Hysterical Epidemics and Modern Culture

by Elaine Showalter

Pub Date: April 3rd, 1997
ISBN: 0-231-10458-8
Publisher: Columbia Univ.

Applied scholarship in the best interdisciplinary tradition, examining how hysteria, the individual somaticization of anxiety, devolves to the ``hystories,'' or cultural narratives, of the title and how they in turn escalate into psychogenic epidemics. Feminist literary critic and medical historian Showalter (Humanities/Princeton Univ.) identifies six contemporary syndromes as hysterical epidemics, which arise when influential professional gurus impact on vulnerable populations in culturally supportive environments.

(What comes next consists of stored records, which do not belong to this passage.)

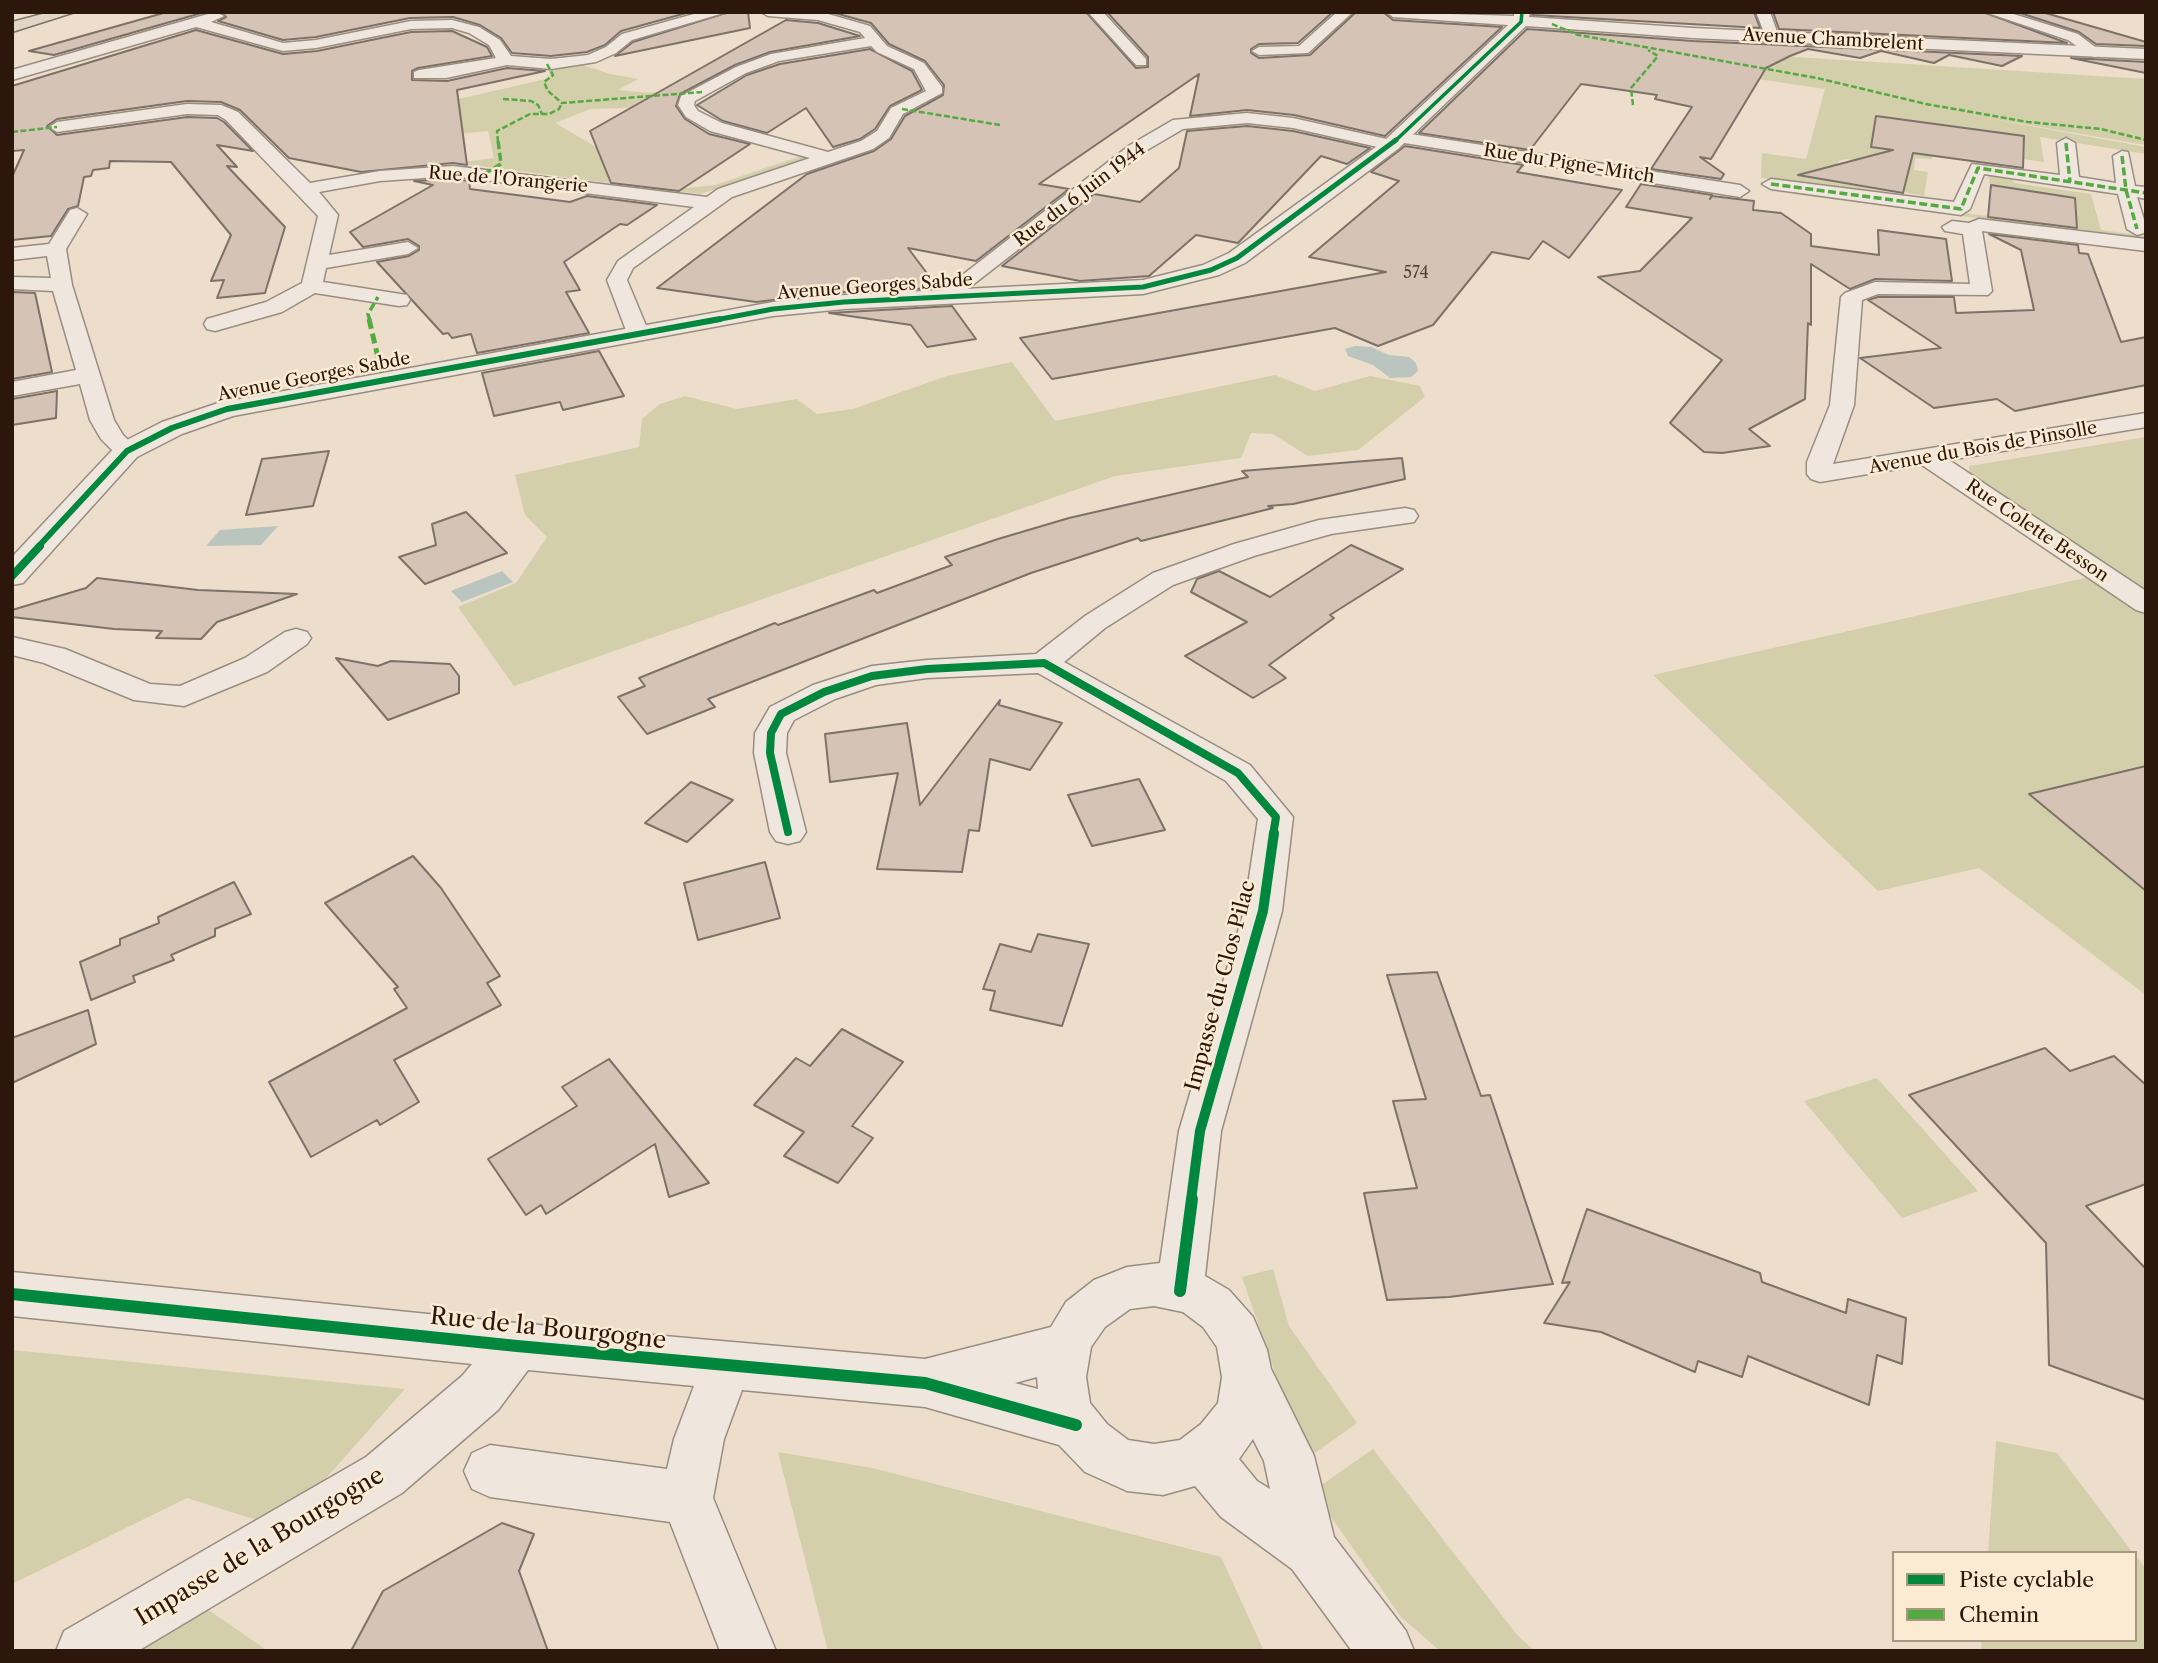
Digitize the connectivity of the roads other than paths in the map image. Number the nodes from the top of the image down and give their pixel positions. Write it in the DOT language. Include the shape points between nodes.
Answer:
graph roads {
  1 [pos="68,12"];
  2 [pos="229,12"];
  3 [pos="720,12"];
  4 [pos="768,12"];
  5 [pos="1095,12"];
  6 [pos="1346,12"];
  7 [pos="1393,12"];
  8 [pos="1763,12"];
  9 [pos="1992,12"];
  10 [pos="475,15"];
  11 [pos="1522,17"];
  12 [pos="195,22"];
  13 [pos="448,24"];
  14 [pos="12,27"];
  15 [pos="1772,37"];
  16 [pos="873,41"];
  17 [pos="1259,51"];
  18 [pos="2096,53"];
  19 [pos="2146,54"];
  20 [pos="507,60"];
  21 [pos="1141,62"];
  22 [pos="12,75"];
  23 [pos="419,75"];
  24 [pos="57,127"];
  25 [pos="1395,141"];
  26 [pos="2066,143"];
  27 [pos="2122,156"];
  28 [pos="828,158"];
  29 [pos="2070,182"];
  30 [pos="1771,184"];
  31 [pos="306,189"];
  32 [pos="2126,190"];
  33 [pos="1740,191"];
  34 [pos="2146,193"];
  35 [pos="711,203"];
  36 [pos="77,214"];
  37 [pos="1891,220"];
  38 [pos="1972,229"];
  39 [pos="2141,237"];
  40 [pos="408,248"];
  41 [pos="56,249"];
  42 [pos="12,254"];
  43 [pos="317,262"];
  44 [pos="12,282"];
  45 [pos="62,285"];
  46 [pos="312,286"];
  47 [pos="945,297"];
  48 [pos="399,300"];
  49 [pos="215,324"];
  50 [pos="638,333"];
  51 [pos="89,375"];
  52 [pos="12,389"];
  53 [pos="2146,421"];
  54 [pos="1929,458"];
  55 [pos="120,459"];
  56 [pos="1405,516"];
  57 [pos="12,576"];
  58 [pos="2146,604"];
  59 [pos="296,638"];
  60 [pos="12,646"];
  61 [pos="1044,663"];
  62 [pos="788,832"];
  63 [pos="1180,1291"];
  64 [pos="12,1294"];
  65 [pos="517,1346"];
  66 [pos="1064,1347"];
  67 [pos="726,1366"];
  68 [pos="1249,1378"];
  69 [pos="925,1383"];
  70 [pos="1076,1425"];
  71 [pos="1204,1457"];
  72 [pos="490,1471"];
  73 [pos="687,1497"];
  74 [pos="1311,1550"];
  75 [pos="84,1651"];
  76 [pos="748,1651"];
  77 [pos="1386,1651"];
  1 -- 14 [label="main road"];
  2 -- 12 [label="street"];
  3 -- 20 [label="street" via="627,37 591,59 551,64"];
  4 -- 16 [label="street" via="844,21 865,29"];
  5 -- 21 [label="street"];
  6 -- 17 [label="street" via="1303,50"];
  7 -- 11 [label="street, Avenue Chambrelent"];
  8 -- 15 [label="street"];
  9 -- 18 [label="street" via="2073,37"];
  10 -- 13 [label="street"];
  11 -- 15 [label="street, Avenue Chambrelent"];
  11 -- 25 [label="street, Avenue Georges Sabde"];
  12 -- 13 [label="street" via="283,47 411,25"];
  12 -- 22 [label="street"];
  13 -- 20 [label="street" via="474,30 495,43"];
  15 -- 18 [label="street, Avenue Chambrelent"];
  16 -- 28 [label="street" via="919,66 934,93 897,111 877,140"];
  16 -- 28 [label="street" via="776,57 687,99 692,114 716,127"];
  18 -- 19 [label="street, Avenue Chambrelent"];
  20 -- 23 [label="street"];
  24 -- 31 [label="street" via="187,109 221,110"];
  25 -- 33 [label="street, Rue du Pigne-Mitch"];
  25 -- 47 [label="street, Avenue Georges Sabde" via="1237,258 1211,270 1143,287"];
  25 -- 47 [label="street, Rue du 6 Juin 1944" via="1247,118 1179,124 1136,149"];
  26 -- 29 [label="street"];
  27 -- 32 [label="street"];
  28 -- 35 [label="street" via="725,193"];
  29 -- 30 [label="street" via="1978,169 1961,209"];
  29 -- 32 [label="street"];
  31 -- 35 [label="street, Rue de l'Orangerie" via="380,176 453,171"];
  31 -- 43 [label="street" via="328,215"];
  32 -- 34 [label="street"];
  32 -- 39 [label="street"];
  35 -- 50 [label="street" via="619,272 617,280"];
  36 -- 41 [label="street"];
  37 -- 38 [label="street"];
  38 -- 39 [label="street" via="1979,225"];
  38 -- 54 [label="street, Avenue du Bois de Pinsolle" via="1981,291 1875,288 1853,297 1842,405 1820,462 1820,474"];
  40 -- 43 [label="street"];
  41 -- 42 [label="street"];
  41 -- 45 [label="street"];
  43 -- 46 [label="street"];
  44 -- 45 [label="street"];
  45 -- 51 [label="street"];
  46 -- 48 [label="street"];
  46 -- 49 [label="street" via="274,307"];
  47 -- 50 [label="street, Avenue Georges Sabde" via="798,306"];
  50 -- 55 [label="street, Avenue Georges Sabde" via="227,409 172,428"];
  51 -- 52 [label="street"];
  51 -- 55 [label="street"];
  53 -- 54 [label="street, Avenue du Bois de Pinsolle"];
  54 -- 58 [label="street, Rue Colette Besson"];
  55 -- 57 [label="street"];
  56 -- 61 [label="street" via="1329,526 1163,579 1095,622"];
  59 -- 60 [label="street" via="256,665 184,696 145,693 54,656"];
  61 -- 62 [label="street" via="872,676 824,692 781,714 771,733 769,753"];
  61 -- 63 [label="street, Impasse du Clos Pilac" via="1238,773 1276,817 1263,911 1200,1131"];
  63 -- 66 [label="street" via="1144,1285 1117,1291 1084,1313"];
  63 -- 68 [label="street" via="1197,1297 1234,1332 1245,1354"];
  64 -- 65 [label="street, Rue de la Bourgogne"];
  65 -- 67 [label="street, Rue de la Bourgogne"];
  65 -- 75 [label="street, Impasse de la Bourgogne" via="480,1393 384,1475"];
  66 -- 69 [label="street, Rue de la Bourgogne"];
  66 -- 70 [label="street" via="1060,1372 1064,1399"];
  67 -- 69 [label="street, Rue de la Bourgogne"];
  67 -- 73 [label="street" via="699,1439"];
  68 -- 71 [label="street" via="1244,1409 1229,1437"];
  68 -- 74 [label="street" via="1288,1455"];
  69 -- 70 [label="street, Rue de la Bourgogne"];
  70 -- 71 [label="street" via="1095,1447 1148,1469 1177,1467"];
  71 -- 74 [label="street" via="1239,1499"];
  72 -- 73 [label="street"];
  73 -- 76 [label="street"];
  74 -- 77 [label="street"];
}
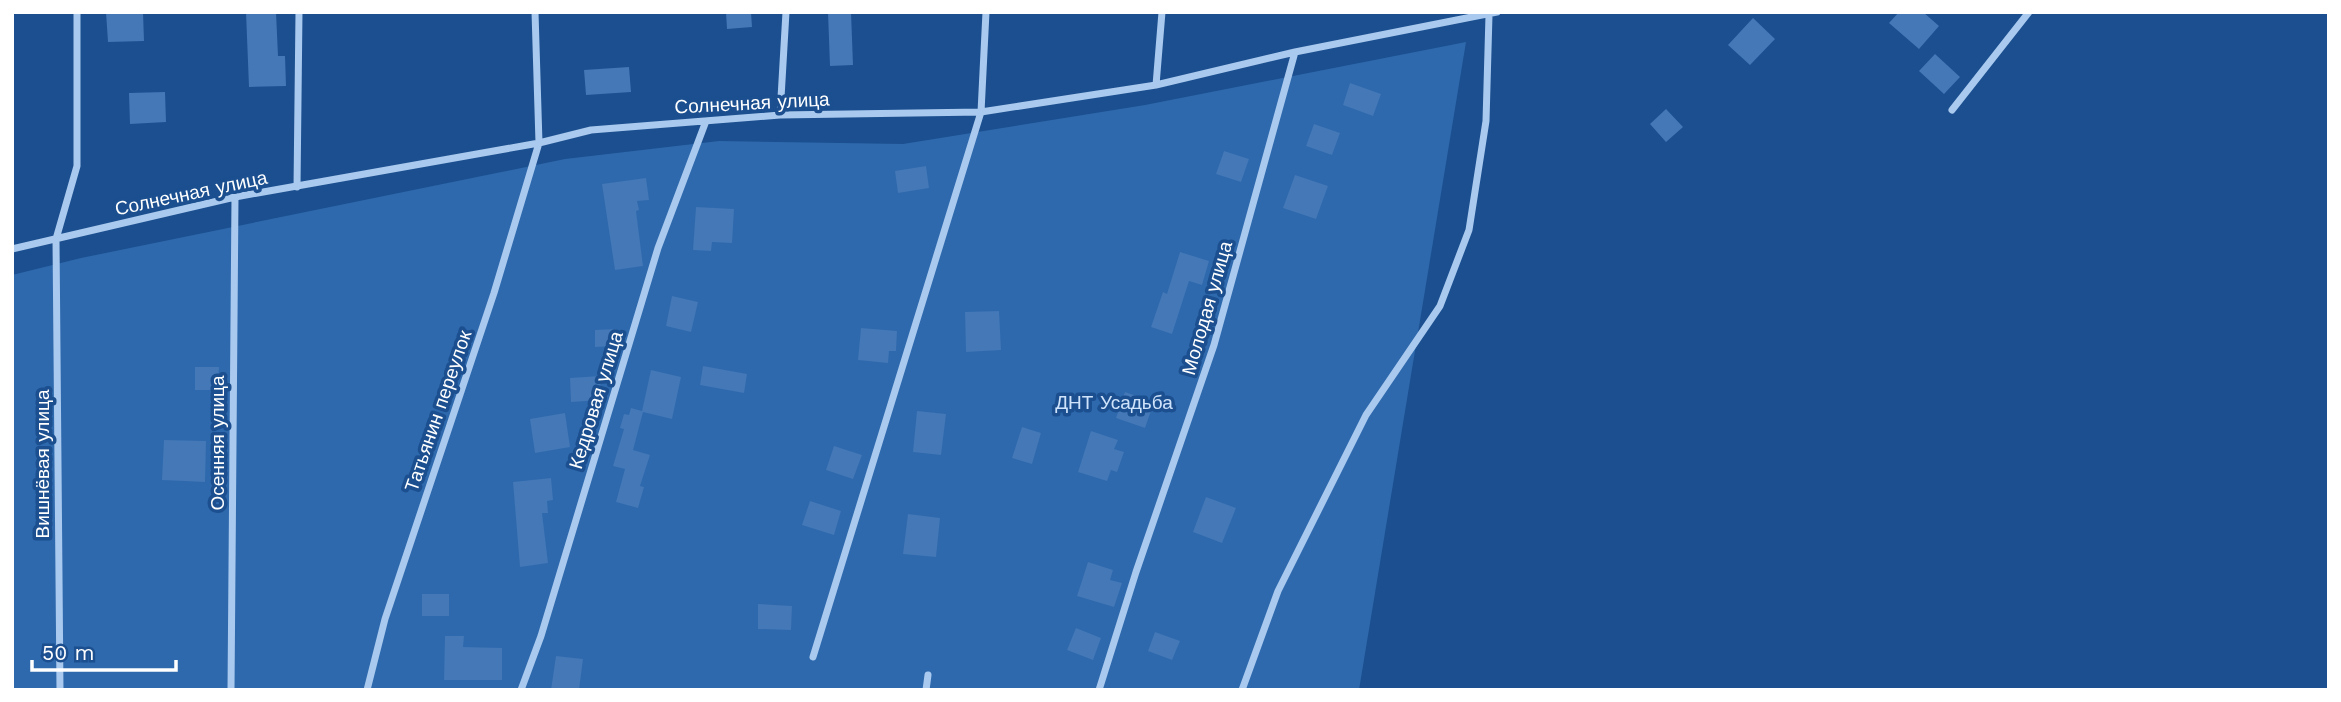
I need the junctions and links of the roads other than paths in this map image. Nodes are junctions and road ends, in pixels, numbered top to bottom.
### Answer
1 (77, 12) edge
2 (299, 12) edge
3 (535, 12) edge
4 (786, 12) edge
5 (986, 12) edge
6 (1162, 12) edge
7 (2029, 12) edge
8 (1493, 13) edge
9 (1295, 52) junction
10 (1156, 85) junction
11 (1952, 110) dead end
12 (981, 112) junction
13 (780, 115) junction
14 (706, 121) junction
15 (539, 143) junction
16 (297, 187) junction
17 (235, 197) junction
18 (56, 239) junction
19 (12, 249) edge
20 (813, 657) dead end
21 (928, 674) dead end
22 (60, 690) edge
23 (231, 690) edge
24 (367, 690) edge
25 (521, 690) edge
26 (926, 690) edge
27 (1099, 690) edge
28 (1242, 690) edge

1 - 18 street, Вишнёвая улица
2 - 16 street
3 - 15 street, Татьянин переулок
4 - 13 street
5 - 12 street
6 - 10 street
7 - 11 street
8 - 9 street, Солнечная улица
8 - 28 street
9 - 10 street, Солнечная улица
9 - 27 street, Молодая улица
10 - 12 street, Солнечная улица
12 - 13 street, Солнечная улица
12 - 20 street
13 - 14 street, Солнечная улица
14 - 15 street, Солнечная улица
14 - 25 street, Кедровая улица
15 - 16 street, Солнечная улица
15 - 24 street, Татьянин переулок
16 - 17 street, Солнечная улица
17 - 18 street, Солнечная улица
17 - 23 street, Осенняя улица
18 - 19 street, Солнечная улица
18 - 22 street, Вишнёвая улица
21 - 26 street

Showalter modifies her own endorsement (The Female Malady, 1985) of feminist therapy/therapeutic feminism as she attacks the credulousness of ``the feminist embrace of all abuse narratives and the treatment of all women as survivors.'' But psychotherapy is, Showalter claims, part of the solution to the problem that she expands on fluently in the idioms of psychoanalysis, feminism, and literature. When she moves to address chronic fatigue and Gulf War syndromes (rather too absolutely) as psychological in origin, her zeal biases her rhetorical and reportorial judgment; however, on the overlapping hystories of recovered memory, multiple personality disorder, satanic ritual abuse, and alien abduction, the advocates convict themselves—of fascination with conspiracy, of accommodating to guilt and fear by licensing the projecting of blame onto others, and above all of resolute obliviousness to ``the way . . . suggestion worked to produce confabulation.'' Showalter has fun with the compound- bizarre, e.g., Harvard psychiatrist John Mack's speculation that remembered sexual abuse actually screens repressed episodes of alien abduction. But she honors the ``spiritual resonance'' lodged even in the narratives she makes sport of: Her quarrel is not with the symptoms of hysteria; she affirms the they are no less real (and no less treatable) than those of organic diseases. It is with the ``social appropriations'' of hysteria (such as the ramifications of incest accusations based on ``recovered'' memory) that she takes issue, and in defense of emotional mystery and narrative truth that she risks the wrath of the epidemics' suffering proponents by challenging them. Muscular, probably inflammatory, and elegantly expressed.